From here we can also find that the file read (IO) is a bottleneck, I was thinking about a significant improvement of the problem, not too sure that multithreading can improve this problem, because in this program should not finish processing the current character is not read the next, but multi-thread, you can divide the file into multiple separate processing , combined, because from the code hot line, hash table access is very fast, almost no time-consuming, so that the final result integration should also not spend much time, but the frustration of time, and the DDL before the bug, there is no time to verify, recently have a chance to try .

Word[sword] and Wordend[sword] Find are more, but this is also no way, this part of the time spent searching is also necessary, and the choice of hash is the best way to think, and then want to optimize, you have to analyze the characteristics of the data, change the default hash function , so that the words to minimize conflict, it takes too much time, it is not necessarily faster than the default hash, so do not engage.

  

  This place is the only one I've said before. is to make excellent results of optimization, first of these two sentences is to complete the phrase splicing, each decision success will be executed once, from the last word results see is executed 1600多万次, I figure simple, direct write is sphrase=sphrase+ "" +sword, The total time share is as high as 10%, but the right side of the write expression will first create an object to store the results, and then assign to Sphrase, more complex, want to be faster should call the string to the stitching method, I changed, the share directly below 1%.

The rest of the code hardly takes much time during the entire code run.

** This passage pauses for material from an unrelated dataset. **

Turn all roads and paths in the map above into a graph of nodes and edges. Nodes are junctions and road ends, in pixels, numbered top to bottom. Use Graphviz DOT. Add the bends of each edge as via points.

But if it really is the pursuit of the ultimate, I feel a few details can be modified under.

1

Some of the variable objects in a frequently called function can be statically modified to be static, so that it is not necessary to recreate the object every time it is called, which is characterized by the Getmax (), getmin () function, which are used many times in the output file and in the first ten of the search. But for a 30s mission, such optimizations have no effect at all.

  

2

Find the first ten methods, I am a traversal, the process of storing an array, each time to replace the minimum value, so that every word read, it is necessary to find the minimum value in 10 words, this from the analysis is not a performance bottleneck, because 10 is too small, but if the search for the smallest 10,000, 100,000 must not be able to write this, although we still use a traversal method, but should be maintained at this time is a 10000-size minimum heap.

The above is the performance analysis and optimization ideas

  

  

  

Summary: Performance analysis and optimization reports under Windows

Contact Us

The content source of this page is from Internet, which doesn't represent Alibaba Cloud's opinion; products and services mentioned on that page don't have any relationship with Alibaba Cloud. If the content of the page makes you feel confusing, please write us an email, we will handle the problem within 5 days after receiving your email.

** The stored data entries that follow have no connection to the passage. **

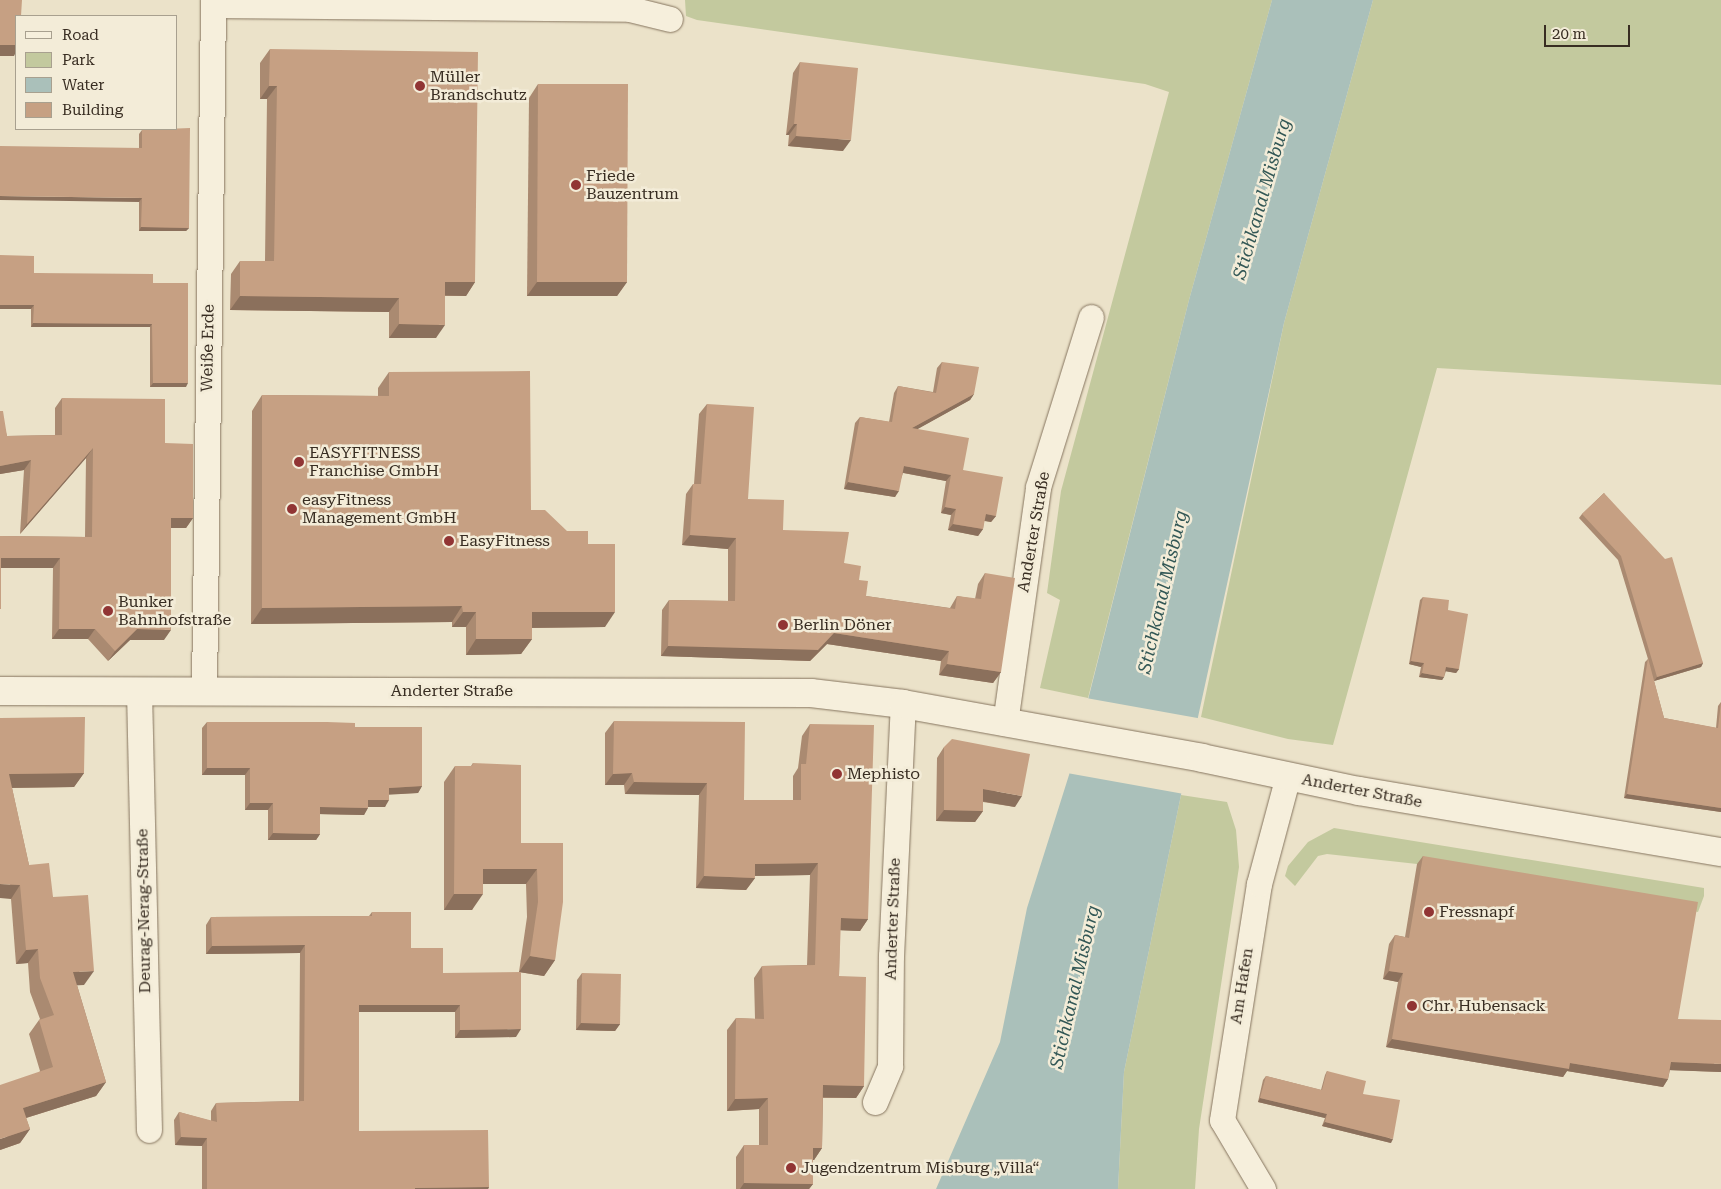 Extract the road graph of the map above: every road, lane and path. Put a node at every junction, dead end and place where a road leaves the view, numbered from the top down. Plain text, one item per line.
1 (213, 2) edge
2 (670, 19) dead end
3 (1091, 317) dead end
4 (0, 691) edge
5 (140, 691) junction
6 (204, 691) junction
7 (903, 704) junction
8 (1005, 723) junction
9 (1288, 776) junction
10 (1721, 852) edge
11 (875, 1102) dead end
12 (149, 1130) dead end
13 (1263, 1189) edge

1 - 2 street, Weiße Erde
1 - 6 street, Weiße Erde
3 - 8 street, Anderter Straße
4 - 5 main road, Anderter Straße
5 - 6 main road, Anderter Straße
5 - 12 street, Deurag-Nerag-Straße
6 - 7 main road, Anderter Straße
7 - 8 main road, Anderter Straße
7 - 11 street, Anderter Straße
8 - 9 main road, Anderter Straße
9 - 10 main road, Anderter Straße
9 - 13 street, Am Hafen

If you find any instances of plagiarism from the community, please send an email to: info-contact@alibabacloud.com and provide relevant evidence. A staff member will contact you within 5 working days.

A Free Trial That Lets You Build Big!

Start building with 50+ products and up to 12 months usage for Elastic Compute Service

  • Sales Support

    1 on 1 presale consultation

  • After-Sales Support

    24/7 Technical Support 6 Free Tickets per Quarter Faster Response

  • Alibaba Cloud offers highly flexible support services tailored to meet your exact needs.